Error on saving large SameDiff model with FlatBuffers

Hi

I have a BERT model in SameDiff, that I would like to save using the normal “save” method provided by SameDiff. However, I get the following error as a result of the FlatBuffers maximum size:

Caused by: java.lang.AssertionError: FlatBuffers: cannot grow buffer beyond 2 gigabytes.
	at com.google.flatbuffers.FlatBufferBuilder.growByteBuffer(FlatBufferBuilder.java:210)
	at com.google.flatbuffers.FlatBufferBuilder.prep(FlatBufferBuilder.java:257)
	at com.google.flatbuffers.FlatBufferBuilder.startVector(FlatBufferBuilder.java:430)
	at org.nd4j.graph.FlatArray.createBufferVector(FlatArray.java:47)
	at org.nd4j.linalg.api.ndarray.BaseNDArray.toFlatArray(BaseNDArray.java:5449)
	at org.nd4j.linalg.api.ndarray.BaseNDArray.toFlatArray(BaseNDArray.java:5446)
	at org.nd4j.autodiff.samediff.SameDiff.asFlatBuffers(SameDiff.java:4893)
	at org.nd4j.autodiff.samediff.SameDiff.asFlatBuffers(SameDiff.java:4737)
	at org.nd4j.autodiff.samediff.SameDiff.asFlatBuffers(SameDiff.java:4959)
	at org.nd4j.autodiff.samediff.SameDiff.asFlatFile(SameDiff.java:5073)
	at org.nd4j.autodiff.samediff.SameDiff.save(SameDiff.java:4973)
	at org.nd4j.autodiff.samediff.SameDiff.save(SameDiff.java:4993)
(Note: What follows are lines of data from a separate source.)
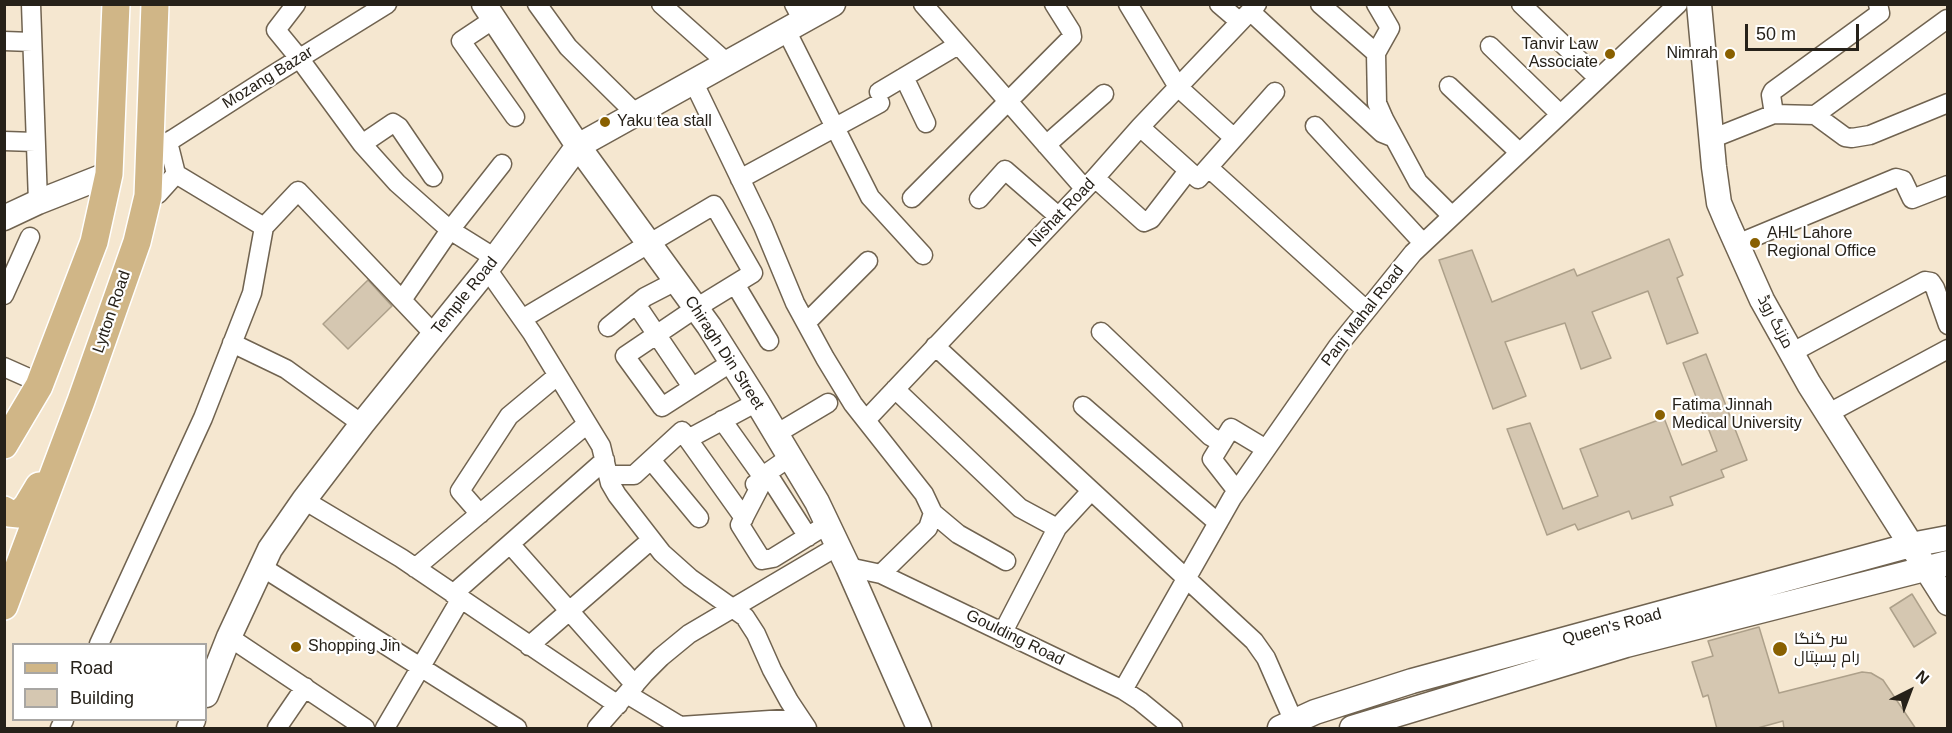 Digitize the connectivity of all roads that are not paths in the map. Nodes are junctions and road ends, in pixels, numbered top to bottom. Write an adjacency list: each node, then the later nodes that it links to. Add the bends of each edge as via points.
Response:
1 (31, 4): 26 (street)
2 (116, 4): 63 (main road)
3 (155, 4): 58 (main road, Lytton Road)
4 (296, 4): 30 (street, via 276,30)
5 (387, 4): 30 (street, Mozang Bazar)
6 (537, 4): 41 (street, via 568,47)
7 (661, 4): 20 (street)
8 (833, 4): 23 (main road, Temple Road)
9 (923, 4): 27 (street)
10 (1054, 4): 39 (street, via 1072,37)
11 (1128, 4): 36 (street)
12 (1219, 4): 22 (street)
13 (1320, 4): 29 (street)
14 (1376, 4): 29 (street, via 1390,28)
15 (1521, 4): 33 (street)
16 (1678, 4): 33 (street, Panj Mahal Road)
17 (1699, 4): 52 (main road, مزنگ روڈ)
18 (1878, 4): 43 (street, via 1880,13 1773,91)
19 (1936, 4): 24 (street)
20 (680, 11): 31 (street)
21 (489, 12): 45 (street, via 461,41); 57 (main road, Chiragh Din Street)
22 (1249, 13): 36 (street, Nishat Road); 50 (street, via 1382,133)
23 (794, 18): 31 (main road, Temple Road); 48 (street)
24 (1947, 19): 44 (street)
25 (4, 41): 26 (street)
26 (32, 42): 54 (street)
27 (958, 45): 32 (street); 39 (street)
28 (1490, 46): 42 (street)
29 (1376, 53): 50 (street, via 1377,103)
30 (300, 58): 55 (street); 58 (street, Mozang Bazar)
31 (726, 62): 34 (main road, Temple Road)
32 (904, 77): 46 (street); 48 (street)
33 (1598, 78): 42 (street, Panj Mahal Road)
34 (693, 81): 41 (main road, Temple Road); 66 (street)
35 (1449, 86): 59 (street)
36 (1178, 87): 49 (street, Nishat Road); 51 (street)
37 (1275, 92): 51 (street)
38 (1104, 94): 56 (street)
39 (1009, 102): 56 (street); 70 (street)
40 (1947, 103): 44 (street, via 1870,135 1852,138)
41 (635, 113): 57 (main road, Temple Road)
42 (1560, 114): 59 (street, Panj Mahal Road)
43 (1774, 114): 44 (street); 52 (street)
44 (1815, 116)
45 (515, 117)
46 (926, 123)
47 (1316, 126): 80 (street)
48 (835, 127): 66 (street); 82 (street, via 870,197)
49 (1140, 127): 62 (street); 67 (street, Nishat Road)
50 (1394, 137): 74 (street, via 1418,182)
51 (1234, 138): 61 (street)
52 (1711, 139): 81 (main road, مزنگ روڈ, via 1719,204)
53 (4, 141): 54 (street)
54 (35, 142): 72 (street)
55 (362, 144): 65 (street, via 393,123); 77 (street, via 397,183)
56 (1046, 145): 67 (street)
57 (578, 146): 79 (main road, Chiragh Din Street); 84 (main road, Temple Road)
58 (159, 147): 64 (street); 69 (main road, Lytton Road)
59 (1519, 152): 74 (street, Panj Mahal Road)
60 (502, 164): 77 (street)
61 (1209, 168): 62 (street, via 1198,178); 91 (street)
62 (1188, 171): 67 (street, via 1151,219 1144,222)
63 (109, 174): 72 (main road); 107 (main road, via 94,242)
64 (176, 174): 69 (street, via 158,194); 76 (street)
65 (433, 177)
66 (740, 179): 93 (street)
67 (1090, 183): 73 (street, Nishat Road)
68 (1947, 185): 81 (street, via 1912,199 1903,180 1896,178)
69 (148, 196): 110 (main road, Lytton Road, via 137,242)
70 (912, 198)
71 (979, 199): 73 (street, via 1005,170)
72 (38, 201): 75 (main road)
73 (1058, 216): 101 (street, Nishat Road)
74 (1452, 216): 80 (street, Panj Mahal Road)
75 (4, 218)
76 (264, 227): 88 (street, via 298,191); 100 (street, via 252,293)
77 (450, 230): 84 (street); 88 (street)
78 (30, 237): 87 (street)
79 (648, 242): 85 (main road, Chiragh Din Street); 86 (street, via 714,205 753,273); 92 (street)
80 (1423, 243): 91 (street, Panj Mahal Road)
81 (1737, 244): 103 (main road, مزنگ روڈ)
82 (923, 255)
83 (868, 261): 93 (street)
84 (491, 264): 92 (street); 97 (main road, Temple Road)
85 (676, 281): 89 (street); 90 (main road, Chiragh Din Street)
86 (735, 284): 90 (street); 99 (street)
87 (4, 295)
88 (402, 300): 97 (street)
89 (636, 304): 95 (street); 98 (street)
90 (696, 308): 98 (street); 104 (main road, Chiragh Din Street)
91 (1366, 310): 123 (street, Panj Mahal Road)
92 (522, 320): 106 (street)
93 (806, 323): 116 (street, via 847,395)
94 (1947, 325): 103 (street, via 1935,288 1925,281)
95 (608, 327)
96 (1101, 333): 121 (street)
97 (434, 334): 117 (main road, Temple Road)
98 (657, 335): 108 (street); 108 (street, via 625,356 662,406)
99 (769, 341)
100 (232, 343): 117 (street, via 286,369); 160 (street, via 203,418)
101 (935, 346): 109 (street, Nishat Road); 129 (street)
102 (1947, 349): 114 (street)
103 (1791, 353): 114 (main road, مزنگ روڈ)
104 (732, 362): 108 (street); 111 (main road, Chiragh Din Street)
105 (4, 367): 107 (street)
106 (557, 376): 118 (street); 135 (street, via 509,416 460,491)
107 (39, 385): 122 (main road); 126 (main road)
108 (692, 387)
109 (895, 389): 116 (street, Nishat Road); 139 (street, via 1020,508)
110 (81, 401): 133 (main road, via 27,506 19,514); 155 (main road, Lytton Road)
111 (757, 402): 115 (street); 119 (main road, Chiragh Din Street)
112 (828, 404): 119 (street)
113 (1083, 406): 138 (street)
114 (1827, 414): 144 (main road, مزنگ روڈ)
115 (722, 420): 120 (street); 128 (street)
116 (866, 420): 134 (street, via 924,494)
117 (362, 424): 131 (main road, Temple Road)
118 (587, 424): 127 (street); 135 (street)
119 (776, 434): 124 (main road, Chiragh Din Street)
120 (688, 439): 125 (street, via 682,431); 132 (street)
121 (1222, 443): 123 (street, via 1231,429); 130 (street, via 1212,459)
122 (4, 445)
123 (1266, 449): 130 (street, Panj Mahal Road)
124 (790, 457): 128 (street); 140 (main road, Chiragh Din Street, via 817,502)
125 (651, 459): 127 (street, via 634,475); 136 (street)
126 (4, 462)
127 (607, 467): 142 (street, via 617,495); 143 (street)
128 (765, 476): 132 (street); 137 (street); 140 (street)
129 (1091, 491): 139 (street); 152 (street)
130 (1237, 491): 138 (street, Panj Mahal Road)
131 (303, 500): 148 (main road, Temple Road); 149 (street)
132 (731, 500): 137 (street)
133 (4, 510)
134 (933, 513): 146 (street, via 958,534); 151 (street, via 928,528)
135 (480, 514): 149 (street)
136 (699, 518)
137 (744, 518): 140 (street, via 741,525 762,560 773,558)
138 (1218, 523): 152 (street, Panj Mahal Road)
139 (1057, 528): 158 (street)
140 (818, 530): 145 (main road, Chiragh Din Street)
141 (1947, 538): 144 (main road, Queen's Road)
142 (651, 540): 156 (street, via 690,578); 157 (street)
143 (510, 544): 153 (street); 157 (street)
144 (1911, 545): 150 (main road, مزنگ روڈ); 169 (main road, Queen's Road, via 1412,681)
145 (843, 556): 151 (street, Goulding Road); 156 (street); 175 (main road, Chiragh Din Street)
146 (1006, 561)
147 (1947, 563): 150 (main road, Queen's Road)
148 (262, 567): 159 (main road, Temple Road); 162 (street)
149 (415, 568): 153 (street)
150 (1924, 568): 154 (main road, مزنگ روڈ); 177 (main road, Queen's Road, via 1626,645)
151 (881, 574): 158 (street, Goulding Road)
152 (1186, 579): 164 (street, Panj Mahal Road); 169 (street, via 1254,641 1266,658)
153 (456, 597): 161 (street); 162 (street)
154 (1947, 603)
155 (4, 606)
156 (734, 608): 166 (street, via 689,634 661,657); 167 (street, via 756,634)
157 (570, 611): 161 (street); 166 (street)
158 (1003, 633): 164 (street, Goulding Road)
159 (229, 637): 163 (street); 165 (main road, Temple Road)
160 (100, 643)
161 (529, 646): 166 (street)
162 (420, 668): 173 (street); 174 (street)
163 (305, 687): 171 (street); 172 (street)
164 (1123, 690): 176 (street, Goulding Road)
165 (207, 692)
166 (627, 695): 168 (street, via 680,726); 170 (street)
167 (803, 723): 168 (street)
168 (757, 724)
169 (1287, 725)
170 (602, 727)
171 (277, 729)
172 (365, 729)
173 (385, 729)
174 (517, 729)
175 (919, 729)
176 (1173, 729)
177 (1352, 729) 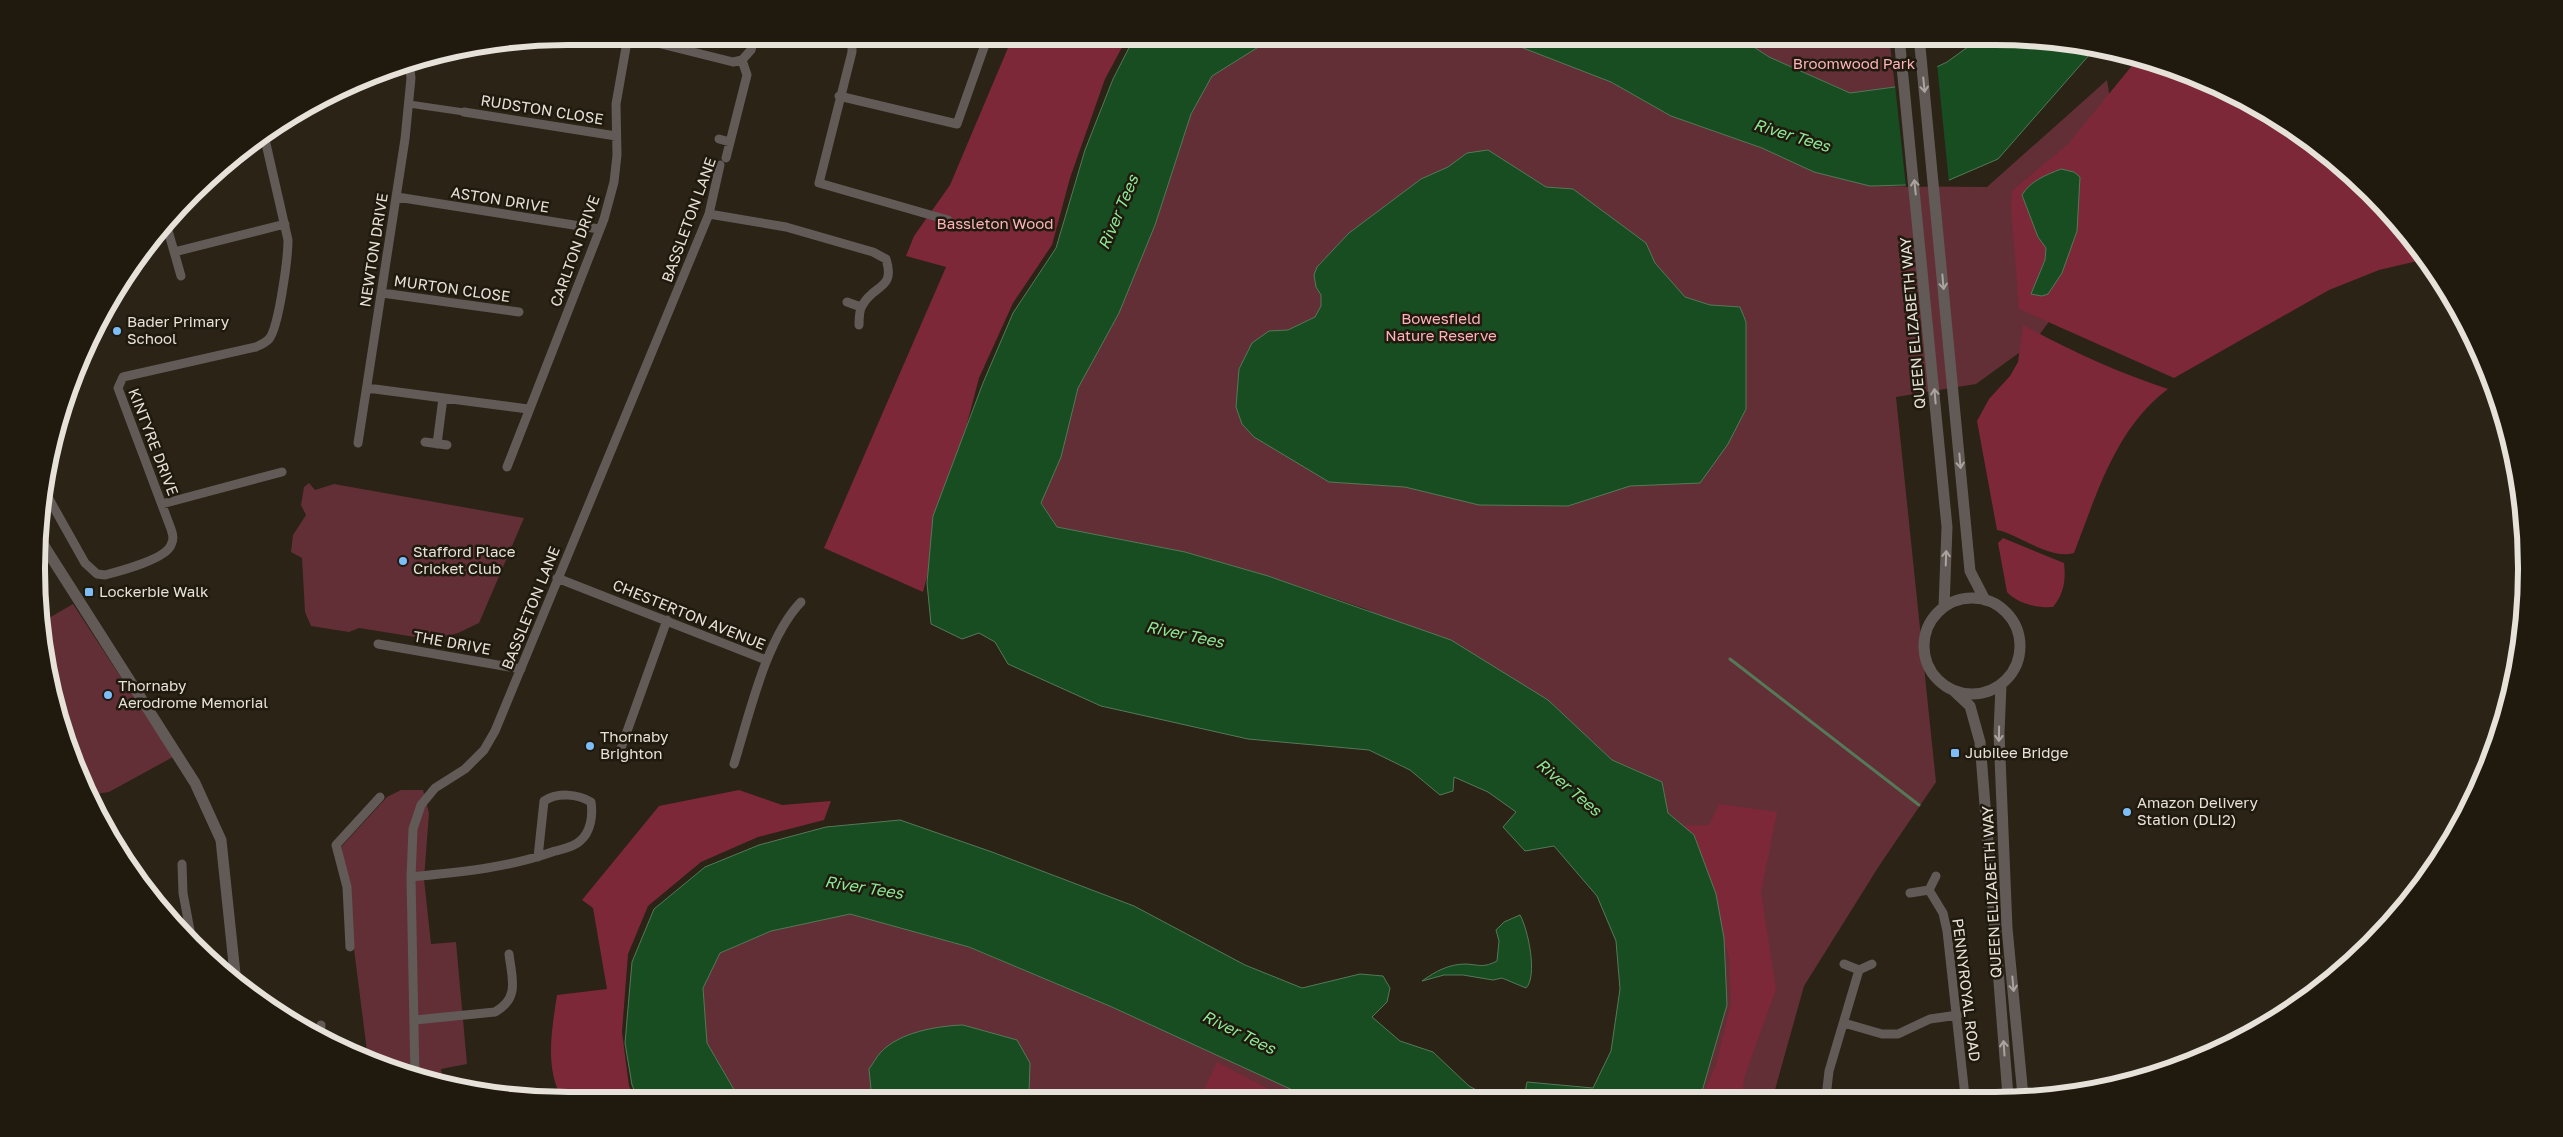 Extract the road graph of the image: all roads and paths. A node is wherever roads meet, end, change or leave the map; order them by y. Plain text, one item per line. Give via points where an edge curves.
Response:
1 (627, 45) edge
2 (665, 45) edge
3 (752, 45) edge
4 (852, 45) edge
5 (985, 45) edge
6 (1900, 45) edge
7 (1920, 45) edge
8 (742, 60) junction
9 (409, 70) edge
10 (839, 96) junction
11 (409, 104) junction
12 (464, 112) joint
13 (616, 136) junction
14 (719, 139) dead end
15 (266, 142) edge
16 (730, 142) junction
17 (397, 197) junction
18 (709, 214) junction
19 (948, 220) dead end
20 (285, 224) junction
21 (599, 229) junction
22 (168, 231) edge
23 (174, 252) junction
24 (181, 276) dead end
25 (382, 293) junction
26 (847, 302) dead end
27 (861, 306) junction
28 (519, 312) dead end
29 (859, 325) dead end
30 (367, 388) junction
31 (443, 398) junction
32 (528, 409) junction
33 (425, 442) dead end
34 (358, 443) dead end
35 (437, 444) junction
36 (447, 446) dead end
37 (507, 466) dead end
38 (282, 472) dead end
39 (49, 499) edge
40 (162, 504) junction
41 (46, 548) edge
42 (557, 578) junction
43 (1985, 600) junction
44 (801, 602) dead end
45 (1944, 607) junction
46 (667, 620) junction
47 (378, 644) dead end
48 (766, 660) junction
49 (520, 669) junction
50 (2001, 685) junction
51 (1955, 692) junction
52 (621, 748) dead end
53 (734, 764) dead end
54 (380, 797) dead end
55 (538, 857) junction
56 (182, 864) dead end
57 (1936, 876) dead end
58 (411, 877) junction
59 (1929, 890) junction
60 (1910, 893) dead end
61 (190, 930) edge
62 (350, 947) dead end
63 (509, 954) dead end
64 (1844, 964) dead end
65 (1872, 964) dead end
66 (1860, 970) junction
67 (235, 972) edge
68 (1958, 1015) junction
69 (415, 1020) junction
70 (1844, 1024) junction
71 (322, 1025) dead end
72 (321, 1030) edge
73 (415, 1069) edge
74 (2024, 1091) edge
75 (1827, 1092) edge
76 (1965, 1092) edge
77 (2008, 1092) edge

1 - 13 street, CARLTON DRIVE via 616,104
2 - 8 street via 733,62
3 - 8 street
4 - 10 street
5 - 10 street via 957,124
45 -> 6 street, QUEEN ELIZABETH WAY via 1947,526
7 -> 43 street via 1970,570
8 - 16 street, BASSLETON LANE via 747,75
9 - 11 street, NEWTON DRIVE
10 - 19 street via 819,182
11 - 12 street
11 - 17 street, NEWTON DRIVE
12 - 13 street, RUDSTON CLOSE
13 - 21 street, CARLTON DRIVE via 614,182
14 - 16 street, BASSLETON LANE
15 - 20 street, KINTYRE DRIVE
16 - 18 street, BASSLETON LANE
17 - 21 street, ASTON DRIVE
17 - 25 street, NEWTON DRIVE
18 - 27 street via 786,227 873,252 886,259 890,271 888,280
18 - 42 street, BASSLETON LANE
20 - 23 street
20 - 40 street, KINTYRE DRIVE via 288,253 275,325 269,339 256,347 123,377 119,381 118,388
21 - 32 street, CARLTON DRIVE
22 - 23 street
23 - 24 street
25 - 28 street, MURTON CLOSE
25 - 30 street, NEWTON DRIVE
26 - 27 street
27 - 29 street
30 - 31 street
30 - 34 street, NEWTON DRIVE
31 - 32 street
31 - 35 street
32 - 37 street, CARLTON DRIVE
33 - 35 street
35 - 36 street
38 - 40 street
39 - 40 street, KINTYRE DRIVE via 85,563 97,574 115,572 165,553 173,537
41 - 67 street via 195,783 221,840
42 - 46 street, CHESTERTON AVENUE
42 - 49 street, BASSLETON LANE
43 - 45 street via 1961,599
43 - 50 street via 2005,610 2020,634 2018,662
44 - 48 street
45 - 51 street via 1927,629 1925,656 1932,674
46 - 48 street, CHESTERTON AVENUE
46 - 52 street
47 - 49 street, THE DRIVE
48 - 53 street, CHESTERTON AVENUE
49 - 58 street, BASSLETON LANE via 484,750 465,769 434,788 421,805 412,829
50 - 51 street via 1974,695
50 -> 74 street, QUEEN ELIZABETH WAY via 1999,733 2007,928
77 -> 51 street, QUEEN ELIZABETH WAY via 1980,742 1970,706
54 - 62 street via 336,845 347,887
55 - 55 street via 544,801 553,795 591,802 593,812 587,834 578,843
55 - 58 street via 499,868
56 - 61 street
57 - 59 street
58 - 69 street, BASSLETON LANE
59 - 60 street
59 - 68 street, PENNYROYAL ROAD via 1943,913 1947,930
63 - 69 street via 513,993 507,1006 495,1012
64 - 66 street
65 - 66 street
66 - 70 street
68 - 70 street via 1930,1019 1898,1034 1882,1034
68 - 76 street, PENNYROYAL ROAD
69 - 73 street, BASSLETON LANE
70 - 75 street via 1829,1071
71 - 72 street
Is there an alternative way to store the model? Based on the functionality in SameDiff all what I saw finally ends using the FlatBuffers.

I also save the update state, what makes the model larger. However, I guess it should not be the problem to serialize a large model with the update state?

I’m currently using beta7.

Thank you :slight_smile:

Unfortunately that currently is a limitation of flatbuffers and it is one of the reasons that we’d like to move away from using it eventually, as is documented here: SameDiff: Implement new graph format (FlatBuffers storage problems to be resolved) · Issue #8312 · eclipse/deeplearning4j · GitHub

1 Like

Without saving the updater state it works. I can live with that for the moment, since I will not continue training of a trained model at the moment. For the future however, this might become a requirement.

Hi,

I run into this problem even with updater set to false.

Any suggestions as to how I can resolve/work around this issue?

Thanks

@adonnini what version are you using? Could you post more context?

@agibsonccc I am using m2.

The failure occurs when I try to execute this code:

        try {
            sd.asFlatFile(saveFileForInference, false);
        } catch (IOException e) {
            throw new RuntimeException(e);
        }

after I run sd.fit

Do you need any additional information?

Thanks